Palestinians who live near the seam zone are allowed to enter and stay if they possess a written permit, taṣrīḥ (تصريح) in Arabic, authorizing permanent residence. Palestinians who are not residents of the seam zone can apply for personal permits provided they have a specific reason. Permits must be applied for in advance. There are 12 different categories of personal permits, including for farmers, employees, business owners and employees of the Palestinian Authority. Specific criteria for the acceptance or refusal of personal permits is not outlined in the regulations.

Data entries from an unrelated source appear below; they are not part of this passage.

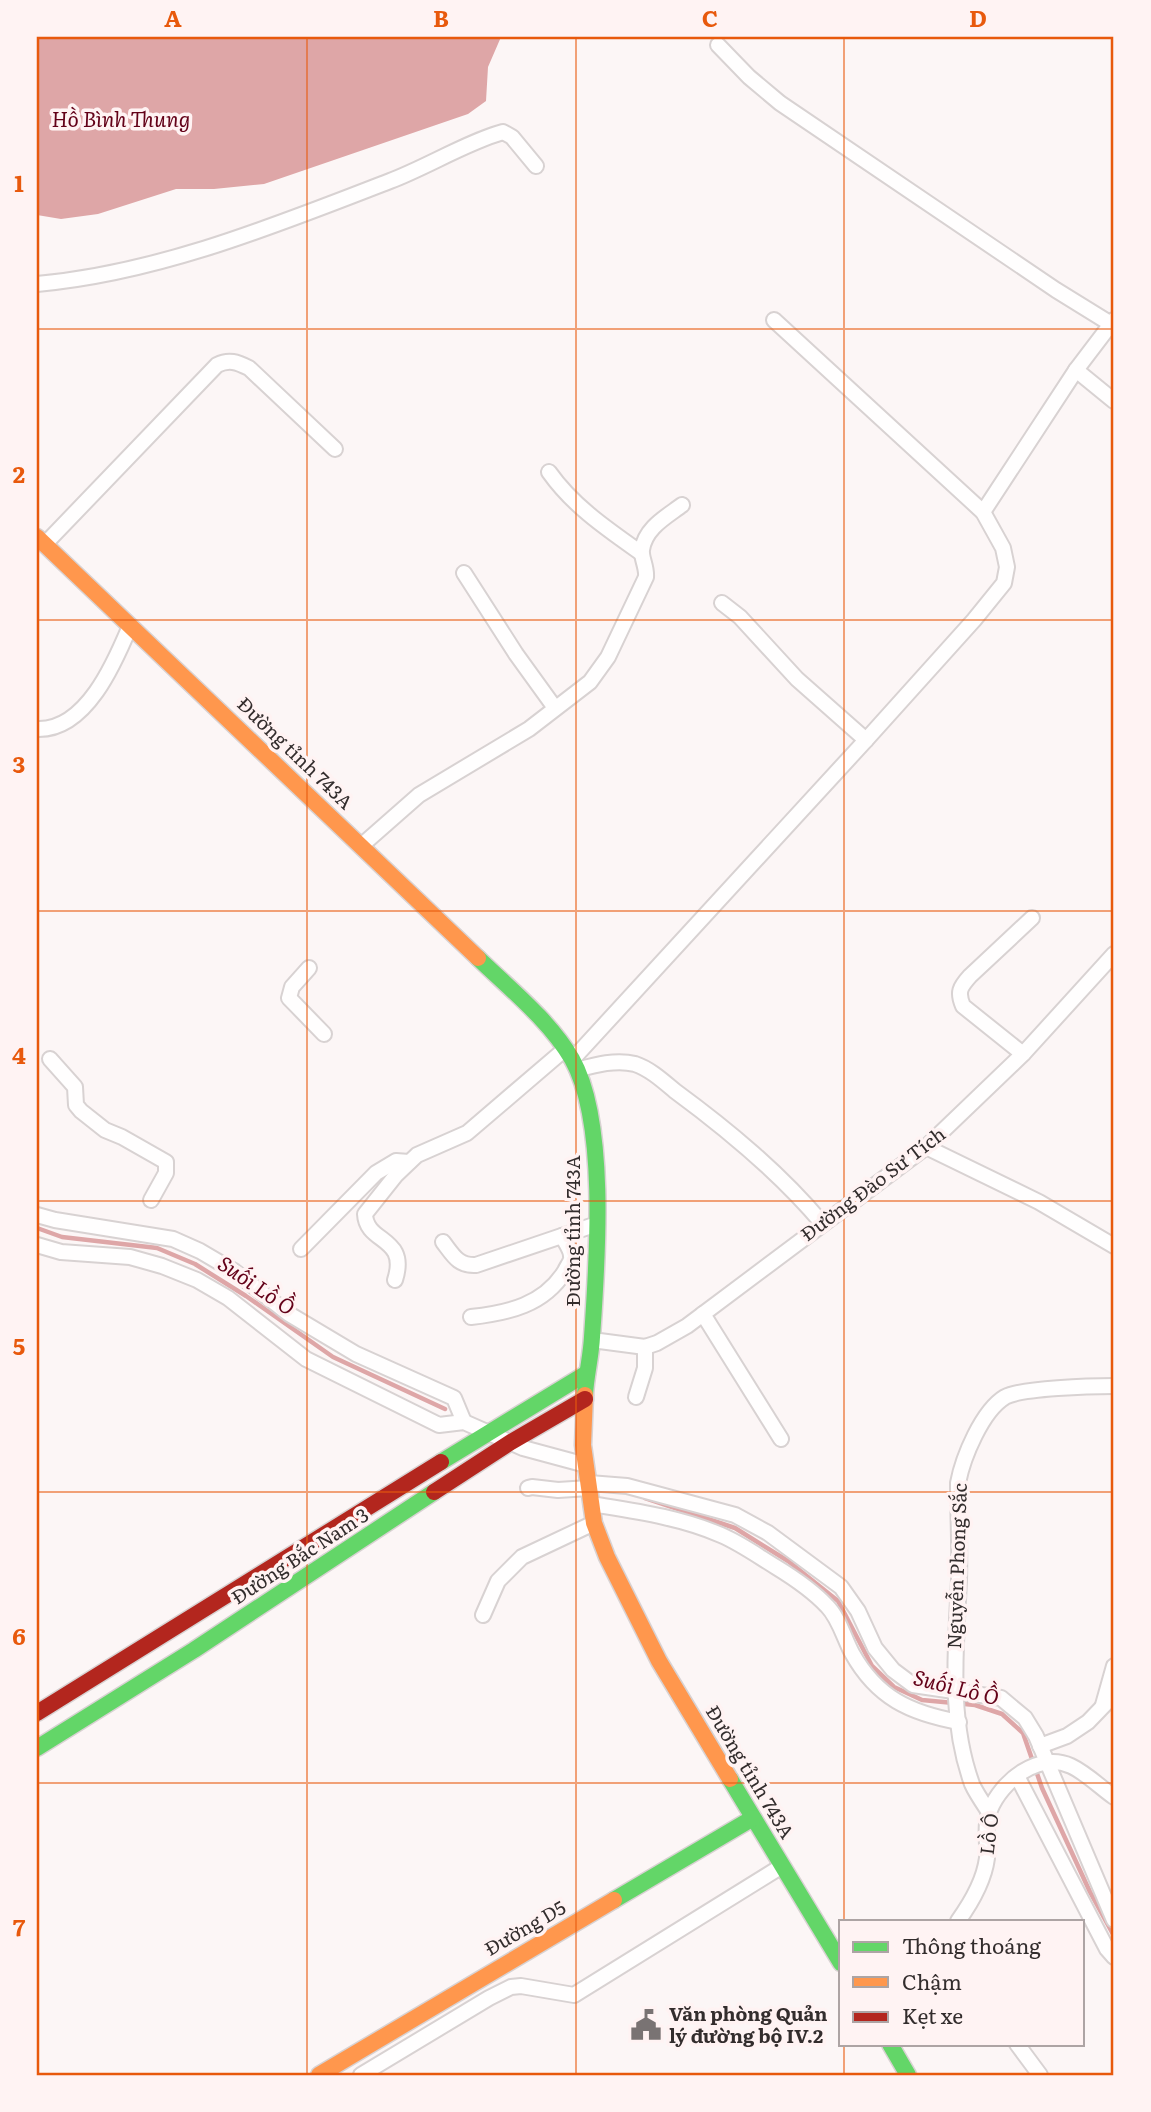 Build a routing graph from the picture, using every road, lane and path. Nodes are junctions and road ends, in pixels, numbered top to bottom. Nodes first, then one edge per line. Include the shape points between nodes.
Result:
1 (718, 45) dead end
2 (536, 166) dead end
3 (37, 284) edge
4 (774, 320) dead end
5 (1113, 322) edge
6 (1076, 370) junction
7 (1114, 401) edge
8 (335, 449) dead end
9 (549, 472) dead end
10 (682, 505) dead end
11 (983, 512) junction
12 (41, 540) edge
13 (641, 553) junction
14 (464, 573) dead end
15 (722, 603) dead end
16 (131, 626) junction
17 (555, 708) junction
18 (37, 729) edge
19 (866, 740) junction
20 (361, 846) junction
21 (1032, 918) dead end
22 (1114, 954) edge
23 (309, 968) dead end
24 (324, 1034) dead end
25 (1023, 1054) junction
26 (50, 1059) dead end
27 (571, 1060) junction
28 (926, 1147) junction
29 (410, 1162) junction
30 (151, 1200) dead end
31 (345, 1204) junction
32 (365, 1213) junction
33 (37, 1215) edge
34 (822, 1223) junction
35 (597, 1224) junction
36 (562, 1236) junction
37 (443, 1242) dead end
38 (1114, 1244) edge
39 (37, 1245) edge
40 (301, 1249) dead end
41 (395, 1280) dead end
42 (703, 1314) junction
43 (471, 1317) dead end
44 (592, 1340) junction
45 (645, 1346) junction
46 (587, 1373) junction
47 (1114, 1386) edge
48 (636, 1397) dead end
49 (585, 1399) junction
50 (464, 1422) junction
51 (486, 1432) junction
52 (781, 1439) dead end
53 (511, 1442) junction
54 (586, 1465) junction
55 (528, 1488) dead end
56 (590, 1491) junction
57 (594, 1523) junction
58 (483, 1615) dead end
59 (861, 1648) junction
60 (1114, 1666) edge
61 (1114, 1695) edge
62 (1103, 1705) junction
63 (957, 1707) junction
64 (37, 1713) edge
65 (1040, 1746) junction
66 (37, 1748) edge
67 (1031, 1768) junction
68 (1114, 1797) edge
69 (989, 1812) junction
70 (753, 1818) junction
71 (782, 1866) junction
72 (959, 1920) edge
73 (1114, 1920) edge
74 (1114, 1957) edge
75 (839, 1960) edge
76 (891, 2046) edge
77 (1018, 2046) edge
78 (319, 2075) edge
79 (361, 2075) edge
80 (908, 2075) edge
81 (1040, 2075) edge

1 - 5 street via 780,103 1045,283
2 - 3 street via 503,132 392,181 205,249 74,280
4 - 11 street
5 - 6 street
6 - 7 street
6 - 11 street
8 - 12 street via 249,368 225,361
9 - 13 street via 578,506
10 - 13 street via 652,528
11 - 19 street via 1003,548 1004,583
12 - 16 street, Đường tỉnh 743A
13 - 17 street via 646,577 608,657 590,682
14 - 17 street
15 - 19 street
16 - 18 street via 104,682 89,701 63,722
16 - 20 street, Đường tỉnh 743A
17 - 20 street via 529,729 419,795
19 - 27 street
20 - 27 street, Đường tỉnh 743A via 542,1020
21 - 25 street via 960,986 958,996 963,1006
22 - 25 street, Đường Đào Sư Tích
23 - 24 street via 292,987 289,998
25 - 28 street, Đường Đào Sư Tích
26 - 30 street via 75,1087 81,1111 105,1130 166,1162 166,1173
27 - 29 street via 467,1133
27 - 34 street via 621,1062 647,1069 766,1164
27 - 35 street, Đường tỉnh 743A via 588,1104 598,1190
28 - 34 street, Đường Đào Sư Tích
28 - 38 street
29 - 31 street via 396,1161 376,1173
29 - 32 street
31 - 32 street
31 - 40 street
32 - 41 street via 369,1227 397,1253 400,1266
33 - 50 street via 173,1239 200,1251 289,1314 356,1354 454,1398
34 - 42 street, Đường Đào Sư Tích
35 - 36 street
35 - 44 street, Đường tỉnh 743A
36 - 37 street via 466,1265 458,1262
36 - 43 street via 570,1261 547,1293 528,1305
39 - 50 street via 162,1265 228,1298 306,1359 439,1425
42 - 45 street, Đường Đào Sư Tích
42 - 52 street
44 - 45 street
44 - 46 street, Đường tỉnh 743A
45 - 48 street via 645,1368
46 - 49 street, Đường tỉnh 743A
46 - 51 street, Đường Bắc Nam 3
47 - 63 street, Nguyễn Phong Sắc via 1008,1395 978,1431 958,1483
49 - 53 street, Đường Bắc Nam 3
49 - 54 street, Đường tỉnh 743A
50 - 51 street
51 - 53 street
51 - 64 street, Đường Bắc Nam 3
53 - 54 street
53 - 66 street, Đường Bắc Nam 3
54 - 56 street, Đường tỉnh 743A
55 - 56 street
56 - 57 street, Đường tỉnh 743A
56 - 59 street via 720,1534 747,1548 830,1608
56 - 59 street via 627,1486 735,1515 768,1533 841,1587 858,1611
57 - 58 street via 522,1557 498,1581
57 - 70 street, Đường tỉnh 743A via 635,1619
59 - 63 street via 913,1685
59 - 63 street via 864,1673 907,1709 929,1717
60 - 62 street
61 - 62 street
62 - 65 street via 1067,1736
63 - 65 street via 1001,1698 1025,1718
63 - 69 street, Nguyễn Phong Sắc via 973,1785
65 - 67 street
67 - 68 street via 1069,1765
67 - 69 street, Lồ Ô via 997,1797
67 - 73 street
67 - 74 street
69 - 72 street, Lồ Ô via 983,1874
70 - 71 street, Đường tỉnh 743A
70 - 78 street, Đường D5
71 - 75 street, Đường tỉnh 743A
71 - 79 street via 574,1995 510,1987
76 - 80 street
77 - 81 street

Permit holders must apply for special permission if they wish to travel by automobile, bring in goods or stay overnight in the seam zone. Even those holding permanent or personal permits are limited to crossing the barrier at the single gate specified in the permit. Personal permits granted, including those issued to farmers who wish to access their land, are often only valid for a limited period. Access to the seam zone for permit holders is further limited by the specific operating regimes of the gate in question. Procedures and their opening hours differ from gate to gate and are not always entirely predictable.

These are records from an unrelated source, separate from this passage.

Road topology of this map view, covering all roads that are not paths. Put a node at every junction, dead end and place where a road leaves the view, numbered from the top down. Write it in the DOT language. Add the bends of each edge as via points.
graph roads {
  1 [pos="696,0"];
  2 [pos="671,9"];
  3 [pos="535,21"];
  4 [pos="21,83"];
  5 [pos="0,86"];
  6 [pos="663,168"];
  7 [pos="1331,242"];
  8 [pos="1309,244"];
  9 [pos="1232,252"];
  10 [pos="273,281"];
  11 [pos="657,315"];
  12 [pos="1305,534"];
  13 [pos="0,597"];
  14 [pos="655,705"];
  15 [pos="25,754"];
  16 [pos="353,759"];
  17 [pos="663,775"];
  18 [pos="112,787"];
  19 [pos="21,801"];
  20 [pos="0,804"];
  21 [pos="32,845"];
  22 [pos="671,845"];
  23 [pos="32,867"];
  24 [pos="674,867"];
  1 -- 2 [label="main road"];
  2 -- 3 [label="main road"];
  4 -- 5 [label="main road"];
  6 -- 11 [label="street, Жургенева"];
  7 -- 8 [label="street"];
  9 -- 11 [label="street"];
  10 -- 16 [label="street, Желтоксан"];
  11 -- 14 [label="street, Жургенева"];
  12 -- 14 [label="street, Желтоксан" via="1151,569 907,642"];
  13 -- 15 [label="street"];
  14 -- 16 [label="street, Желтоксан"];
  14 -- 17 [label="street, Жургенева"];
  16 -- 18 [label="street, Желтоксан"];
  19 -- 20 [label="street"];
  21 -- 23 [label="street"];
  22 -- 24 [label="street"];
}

According to the United Nations Office for the Coordination of Humanitarian Affairs (UNOCHA), in July 2005, 38% of the applications for a permit were denied. Israeli and Palestinian human rights groups have noted that there is an increasing tendency to grant permits only to registered landowners and their direct descendants. The workforce in the labour-intensive Palestinian agricultural sector is therefore often excluded. Combined with the restrictions faced even by permit holders, there is an increasing tendency for land in the seam zone not to be cultivated. Under Israeli law, land areas not cultivated for three consecutive years can be confiscated and declared "state land". According to the UNOCHA, much of the land in the seam zone has already been declared "state land".

==Criticism==
Human rights groups, including those in Israel, have challenged the legality of both the separation barrier and the seam zone under international law. For example, in a petition to Israel's Supreme Court, the Israeli non-governmental organization Hamoked (Center for the Defense of the Individual) stated that, "the web of the Declaration and the Orders has spun, in the seam zone, a legal apartheid, which is intolerable, illegal and immoral. In other words, the discriminatory and oppressive topographical structure stands upon a shameful normative infrastructure, unprecedented in Israeli law."

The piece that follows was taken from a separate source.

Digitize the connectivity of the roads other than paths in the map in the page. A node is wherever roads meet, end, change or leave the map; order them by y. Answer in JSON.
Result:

==Towns and villages in enclaves in the seam zone==
As of 2010, the separation barrier is not yet completed in all areas.
According to the official map published by the Israeli government, the following Palestinian towns and villages will lie west of the completed or planned separation barrier:

- Barta'a enclave (north of Tulkarm): includes Barta'a Sharqiya, Umm ar-Rihan, Khirbet 'Abdallah al-Yunis, Khirbet Ash-Sheikh Sa'eed, Khirbet al-Muntar al-Gharbiya, Khirbet al-Muntar ash-Sharqiyya, and Dhaher al-Malik
- Bir Nabala enclave (northwest of Jerusalem), also includes Beit Hanina, al-Judeira, and al-Jib
- 9 villages in the Bethlehem area: Battir, Husan, Nahalin, Wadi Fukin, Al Jab'a, Khirbit Zakariyya, Khirbit Al Ballouta, Khallet 'Afana and Al-Walaja

The localities of Khirbet Jabara (near Tulkarm), Azzoun, Ras Tira, Dab'a, Wad Rasha and Arab a-Ramadeen (all near Qalqilya) were originally planned to be west of the barrier. Subsequently, the Supreme Court of Israel ordered a re-routing of the barrier to place these localities east of the barrier.

Qalqilya and the Hableh area (including Ras Atiya and Izbat Jalud) are strictly speaking not enclaves, as narrow strips of land connect them to areas east of the barrier. Periodically the Israeli military employ checkpoints to restrict access to these areas for security reasons.

In September 2025, a military decree brought Nabi Samwil, Beit Iksa and the Al Khalayla neighborbood of al-Jib (which is separated from al-Jib by a checkpoint) into the seam zone. This increased the area of the seam zone by 7%.